====== PROVIDED RECORDS ======
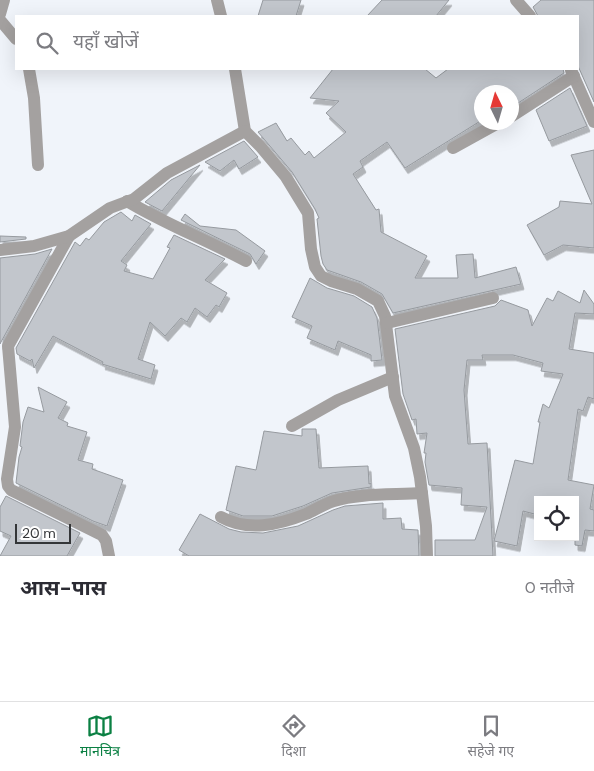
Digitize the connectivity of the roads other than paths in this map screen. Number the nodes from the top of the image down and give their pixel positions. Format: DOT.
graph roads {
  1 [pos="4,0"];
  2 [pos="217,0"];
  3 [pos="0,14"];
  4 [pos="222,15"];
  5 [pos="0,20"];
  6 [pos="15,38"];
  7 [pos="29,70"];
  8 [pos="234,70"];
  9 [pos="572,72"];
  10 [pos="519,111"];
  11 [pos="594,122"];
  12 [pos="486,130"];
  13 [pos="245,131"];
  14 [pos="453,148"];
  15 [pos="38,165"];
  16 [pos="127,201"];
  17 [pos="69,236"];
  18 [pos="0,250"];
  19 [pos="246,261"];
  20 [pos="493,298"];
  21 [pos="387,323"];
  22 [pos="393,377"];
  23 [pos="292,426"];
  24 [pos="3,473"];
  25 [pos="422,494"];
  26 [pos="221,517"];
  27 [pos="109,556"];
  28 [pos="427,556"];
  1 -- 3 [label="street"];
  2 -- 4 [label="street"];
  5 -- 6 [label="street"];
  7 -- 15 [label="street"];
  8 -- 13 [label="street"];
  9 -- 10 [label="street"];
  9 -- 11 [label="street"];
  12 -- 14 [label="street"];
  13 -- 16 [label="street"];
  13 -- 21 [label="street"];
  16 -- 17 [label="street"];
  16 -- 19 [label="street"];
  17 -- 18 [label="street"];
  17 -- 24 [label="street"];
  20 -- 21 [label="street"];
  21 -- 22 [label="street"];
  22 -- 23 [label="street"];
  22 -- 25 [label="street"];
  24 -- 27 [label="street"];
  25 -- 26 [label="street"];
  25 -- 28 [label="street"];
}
======
WHAT THE TASK REQUIRES:
Each line in the material with "roads" in it must be reported.

RESPONSE AREA:
Digitize the connectivity of the roads other than paths in this map screen. Number the nodes from the top of the image down and give their pixel positions. Format: DOT.
graph roads {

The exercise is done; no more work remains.